**Your goal**
Every line in the records below between the one holding "0,173px 0,159px 377px,68px" and the one holding "0,1528px 0,1512px 337px,1437px", inclusive, is to be set down exactly; all other lines are to be left out.

**The records**

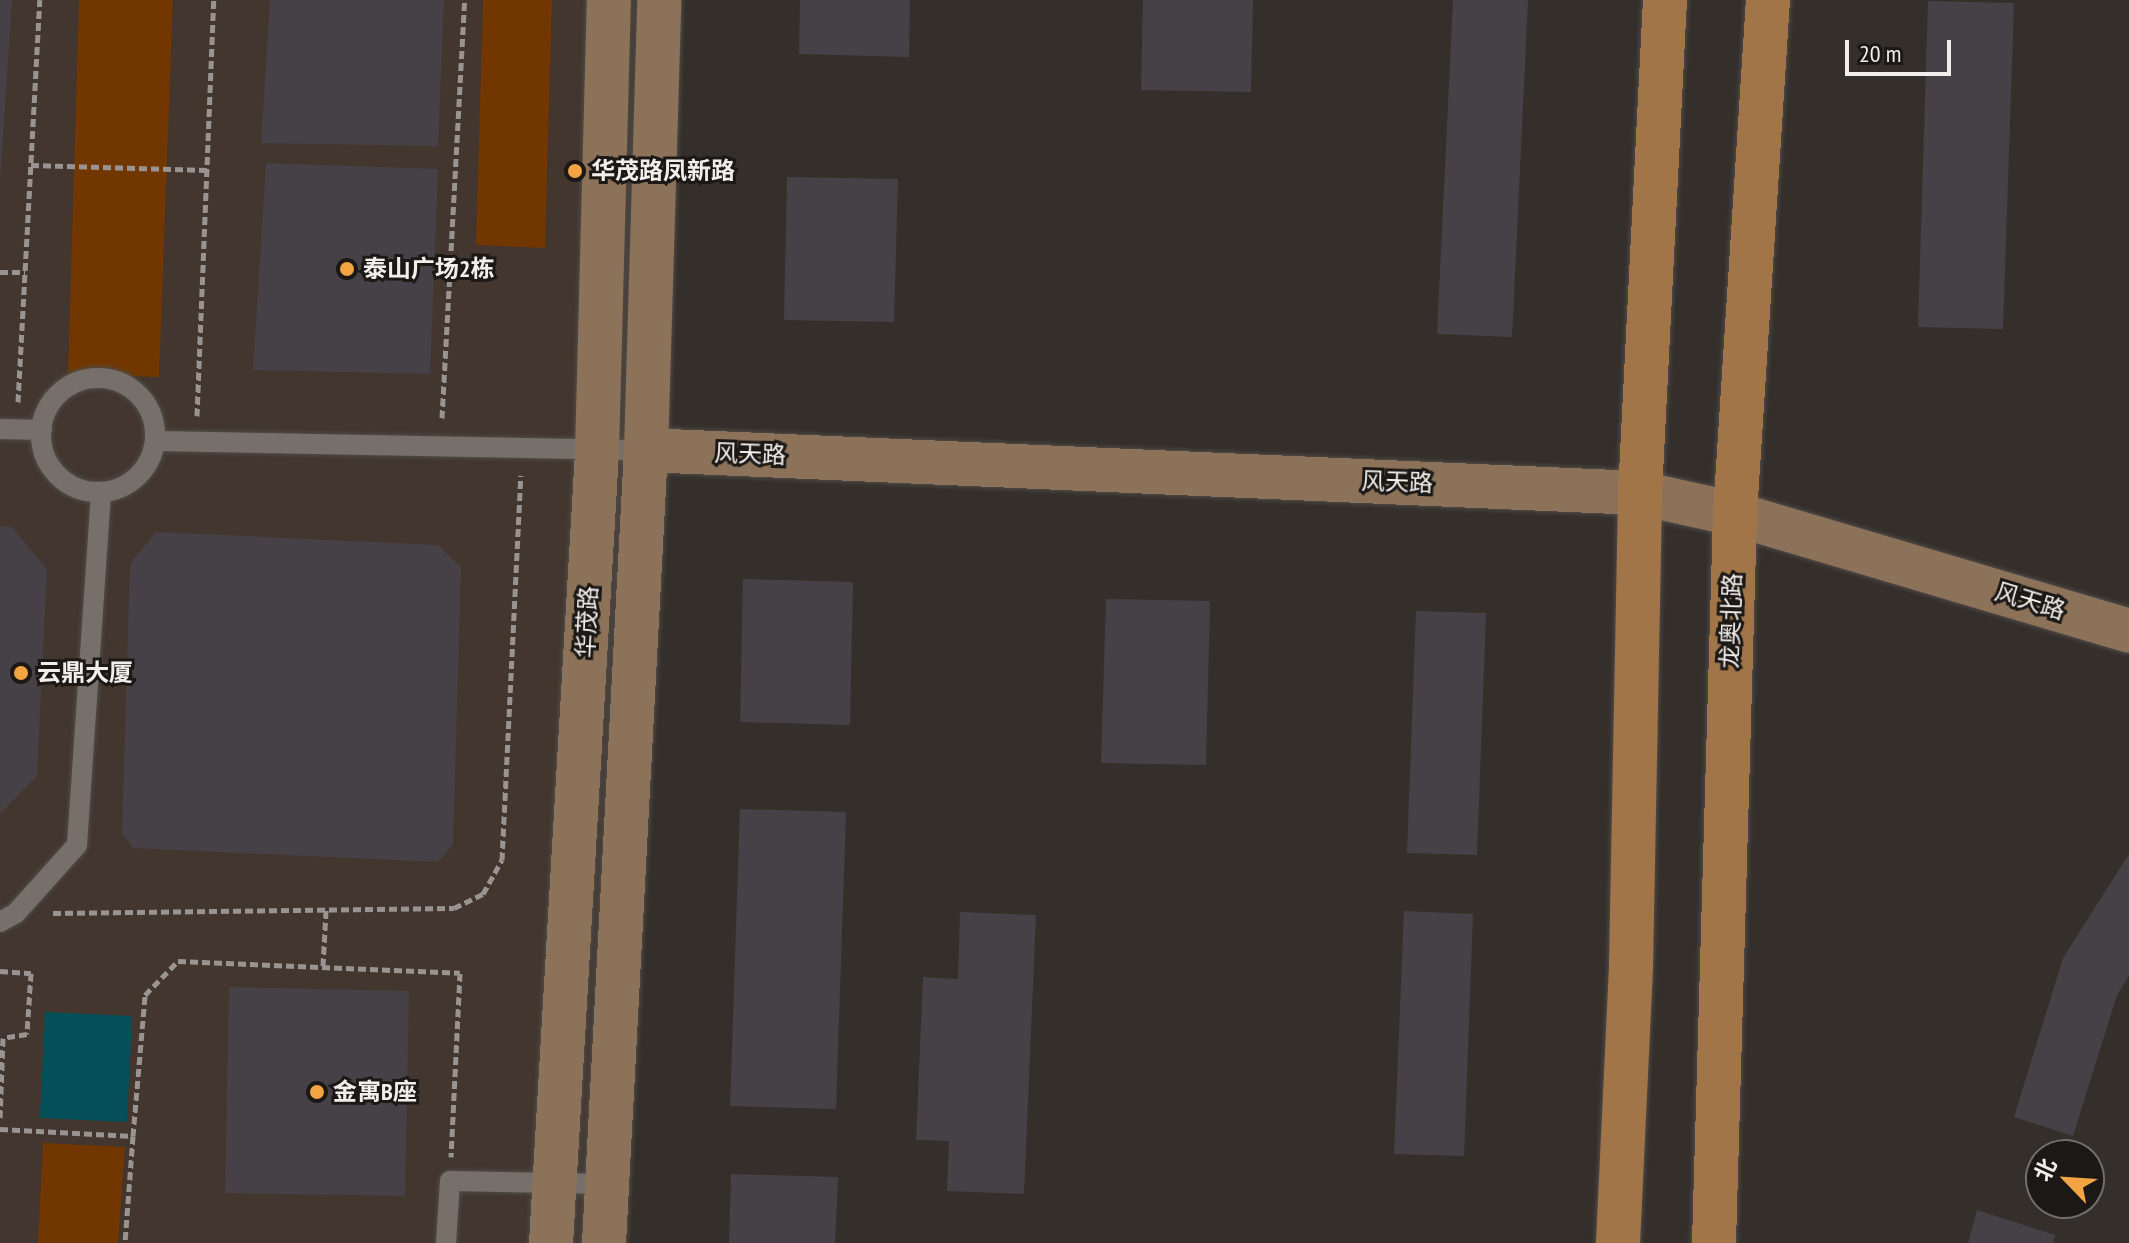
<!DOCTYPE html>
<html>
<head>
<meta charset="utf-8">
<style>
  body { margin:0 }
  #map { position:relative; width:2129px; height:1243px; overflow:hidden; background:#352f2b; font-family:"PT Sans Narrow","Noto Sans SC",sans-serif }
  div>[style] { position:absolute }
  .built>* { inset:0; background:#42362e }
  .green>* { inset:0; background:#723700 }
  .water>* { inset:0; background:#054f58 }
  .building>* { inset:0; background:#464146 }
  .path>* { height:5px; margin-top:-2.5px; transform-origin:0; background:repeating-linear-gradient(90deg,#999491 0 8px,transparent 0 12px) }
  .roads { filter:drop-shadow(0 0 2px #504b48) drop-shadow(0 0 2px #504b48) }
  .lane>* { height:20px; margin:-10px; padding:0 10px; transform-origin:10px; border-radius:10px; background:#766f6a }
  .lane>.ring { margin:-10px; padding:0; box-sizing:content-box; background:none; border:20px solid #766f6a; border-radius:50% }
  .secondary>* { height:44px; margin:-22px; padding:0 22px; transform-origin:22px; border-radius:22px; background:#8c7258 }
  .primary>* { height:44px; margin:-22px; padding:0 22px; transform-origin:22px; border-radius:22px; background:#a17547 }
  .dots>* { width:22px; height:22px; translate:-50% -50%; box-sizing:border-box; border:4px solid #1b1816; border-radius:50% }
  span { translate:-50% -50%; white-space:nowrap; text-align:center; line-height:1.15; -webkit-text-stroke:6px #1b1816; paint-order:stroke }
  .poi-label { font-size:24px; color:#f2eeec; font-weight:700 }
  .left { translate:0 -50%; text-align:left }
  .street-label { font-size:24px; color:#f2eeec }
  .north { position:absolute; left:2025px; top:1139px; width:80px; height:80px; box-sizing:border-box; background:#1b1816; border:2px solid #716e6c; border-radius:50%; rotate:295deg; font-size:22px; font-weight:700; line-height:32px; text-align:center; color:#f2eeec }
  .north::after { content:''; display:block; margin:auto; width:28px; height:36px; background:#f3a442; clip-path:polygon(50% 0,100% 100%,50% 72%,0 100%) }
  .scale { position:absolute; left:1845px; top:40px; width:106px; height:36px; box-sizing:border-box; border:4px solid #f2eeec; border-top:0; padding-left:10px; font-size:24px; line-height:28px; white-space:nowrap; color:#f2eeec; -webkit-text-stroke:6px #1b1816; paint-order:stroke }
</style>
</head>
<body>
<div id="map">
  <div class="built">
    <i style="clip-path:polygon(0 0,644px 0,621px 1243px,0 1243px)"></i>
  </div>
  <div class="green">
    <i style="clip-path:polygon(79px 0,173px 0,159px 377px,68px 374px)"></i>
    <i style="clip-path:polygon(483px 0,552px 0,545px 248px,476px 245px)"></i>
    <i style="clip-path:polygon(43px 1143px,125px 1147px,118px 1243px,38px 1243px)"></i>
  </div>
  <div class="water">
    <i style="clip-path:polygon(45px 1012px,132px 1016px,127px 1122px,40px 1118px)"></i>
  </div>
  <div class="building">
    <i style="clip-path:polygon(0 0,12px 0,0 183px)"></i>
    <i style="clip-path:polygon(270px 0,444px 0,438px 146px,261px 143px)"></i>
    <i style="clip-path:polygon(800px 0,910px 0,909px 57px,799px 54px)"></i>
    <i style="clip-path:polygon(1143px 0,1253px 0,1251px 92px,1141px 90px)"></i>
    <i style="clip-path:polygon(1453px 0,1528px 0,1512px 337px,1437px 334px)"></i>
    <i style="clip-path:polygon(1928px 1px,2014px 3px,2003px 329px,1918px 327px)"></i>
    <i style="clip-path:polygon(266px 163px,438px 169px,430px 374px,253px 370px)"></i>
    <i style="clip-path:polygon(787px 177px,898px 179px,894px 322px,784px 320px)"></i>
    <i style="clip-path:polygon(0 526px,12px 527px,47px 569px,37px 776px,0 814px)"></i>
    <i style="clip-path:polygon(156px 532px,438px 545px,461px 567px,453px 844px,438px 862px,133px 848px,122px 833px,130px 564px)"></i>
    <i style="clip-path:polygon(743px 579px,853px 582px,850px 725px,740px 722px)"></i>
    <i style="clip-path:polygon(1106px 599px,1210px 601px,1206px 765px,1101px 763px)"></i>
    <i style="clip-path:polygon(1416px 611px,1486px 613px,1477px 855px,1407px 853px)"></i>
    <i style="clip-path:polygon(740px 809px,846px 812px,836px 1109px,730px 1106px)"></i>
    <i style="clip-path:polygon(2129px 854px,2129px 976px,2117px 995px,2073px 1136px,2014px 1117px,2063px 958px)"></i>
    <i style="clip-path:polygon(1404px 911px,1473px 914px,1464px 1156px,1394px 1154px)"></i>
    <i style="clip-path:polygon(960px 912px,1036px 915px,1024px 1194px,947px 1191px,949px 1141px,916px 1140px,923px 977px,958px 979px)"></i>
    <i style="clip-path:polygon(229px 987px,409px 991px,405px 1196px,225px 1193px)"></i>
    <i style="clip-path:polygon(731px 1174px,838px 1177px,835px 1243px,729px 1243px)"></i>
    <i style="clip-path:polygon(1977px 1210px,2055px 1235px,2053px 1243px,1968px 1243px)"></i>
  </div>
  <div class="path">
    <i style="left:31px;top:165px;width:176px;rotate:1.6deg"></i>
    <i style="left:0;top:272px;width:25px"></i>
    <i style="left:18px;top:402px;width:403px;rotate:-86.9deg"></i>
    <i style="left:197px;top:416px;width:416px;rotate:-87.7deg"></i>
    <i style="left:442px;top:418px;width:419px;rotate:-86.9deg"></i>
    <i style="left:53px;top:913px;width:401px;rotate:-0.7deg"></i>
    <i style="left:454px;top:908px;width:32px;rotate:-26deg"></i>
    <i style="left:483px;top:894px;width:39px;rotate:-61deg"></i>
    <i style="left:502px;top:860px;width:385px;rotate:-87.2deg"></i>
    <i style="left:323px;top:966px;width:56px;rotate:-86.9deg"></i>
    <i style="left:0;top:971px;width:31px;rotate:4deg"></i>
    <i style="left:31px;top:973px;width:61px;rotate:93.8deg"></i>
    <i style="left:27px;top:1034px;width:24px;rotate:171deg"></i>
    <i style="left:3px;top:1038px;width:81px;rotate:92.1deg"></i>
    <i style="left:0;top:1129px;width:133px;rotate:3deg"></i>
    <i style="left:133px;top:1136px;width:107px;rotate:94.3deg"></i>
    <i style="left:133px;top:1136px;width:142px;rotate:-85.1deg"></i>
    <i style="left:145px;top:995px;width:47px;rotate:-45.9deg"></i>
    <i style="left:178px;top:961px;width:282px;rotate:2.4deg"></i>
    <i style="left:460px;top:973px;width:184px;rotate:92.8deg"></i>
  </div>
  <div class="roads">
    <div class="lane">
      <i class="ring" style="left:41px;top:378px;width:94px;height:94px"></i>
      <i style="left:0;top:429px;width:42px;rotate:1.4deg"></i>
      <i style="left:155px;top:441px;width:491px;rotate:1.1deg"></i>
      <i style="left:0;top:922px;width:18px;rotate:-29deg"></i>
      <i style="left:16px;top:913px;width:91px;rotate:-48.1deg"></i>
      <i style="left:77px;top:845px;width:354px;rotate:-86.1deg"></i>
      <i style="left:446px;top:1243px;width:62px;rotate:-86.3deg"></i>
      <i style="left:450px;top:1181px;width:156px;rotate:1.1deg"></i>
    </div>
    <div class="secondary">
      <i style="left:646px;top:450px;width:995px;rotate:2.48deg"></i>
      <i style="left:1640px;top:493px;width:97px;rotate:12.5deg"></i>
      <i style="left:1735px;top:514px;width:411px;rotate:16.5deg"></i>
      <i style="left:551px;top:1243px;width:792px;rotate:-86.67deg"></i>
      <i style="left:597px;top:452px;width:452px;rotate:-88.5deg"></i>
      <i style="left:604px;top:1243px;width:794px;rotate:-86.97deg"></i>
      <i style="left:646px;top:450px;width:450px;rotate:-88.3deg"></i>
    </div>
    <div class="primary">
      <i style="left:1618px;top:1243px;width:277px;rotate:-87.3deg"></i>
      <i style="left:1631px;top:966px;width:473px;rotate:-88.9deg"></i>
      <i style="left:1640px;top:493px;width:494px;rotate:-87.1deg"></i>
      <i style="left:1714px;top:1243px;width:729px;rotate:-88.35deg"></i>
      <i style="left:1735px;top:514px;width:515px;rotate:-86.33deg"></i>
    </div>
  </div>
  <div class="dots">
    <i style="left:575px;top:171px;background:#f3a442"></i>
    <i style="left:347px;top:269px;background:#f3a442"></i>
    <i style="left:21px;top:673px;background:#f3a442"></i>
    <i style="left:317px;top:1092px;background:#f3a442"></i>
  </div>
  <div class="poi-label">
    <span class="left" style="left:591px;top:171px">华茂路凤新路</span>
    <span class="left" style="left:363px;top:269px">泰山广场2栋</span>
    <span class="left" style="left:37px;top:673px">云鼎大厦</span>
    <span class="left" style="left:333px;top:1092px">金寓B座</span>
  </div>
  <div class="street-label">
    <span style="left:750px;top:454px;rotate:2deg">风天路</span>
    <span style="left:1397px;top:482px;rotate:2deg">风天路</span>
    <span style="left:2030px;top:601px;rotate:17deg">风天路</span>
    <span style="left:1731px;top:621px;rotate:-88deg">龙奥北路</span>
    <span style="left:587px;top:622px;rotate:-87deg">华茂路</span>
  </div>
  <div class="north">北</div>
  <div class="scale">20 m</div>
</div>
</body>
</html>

**Task result**
    <i style="clip-path:polygon(79px 0,173px 0,159px 377px,68px 374px)"></i>
    <i style="clip-path:polygon(483px 0,552px 0,545px 248px,476px 245px)"></i>
    <i style="clip-path:polygon(43px 1143px,125px 1147px,118px 1243px,38px 1243px)"></i>
  </div>
  <div class="water">
    <i style="clip-path:polygon(45px 1012px,132px 1016px,127px 1122px,40px 1118px)"></i>
  </div>
  <div class="building">
    <i style="clip-path:polygon(0 0,12px 0,0 183px)"></i>
    <i style="clip-path:polygon(270px 0,444px 0,438px 146px,261px 143px)"></i>
    <i style="clip-path:polygon(800px 0,910px 0,909px 57px,799px 54px)"></i>
    <i style="clip-path:polygon(1143px 0,1253px 0,1251px 92px,1141px 90px)"></i>
    <i style="clip-path:polygon(1453px 0,1528px 0,1512px 337px,1437px 334px)"></i>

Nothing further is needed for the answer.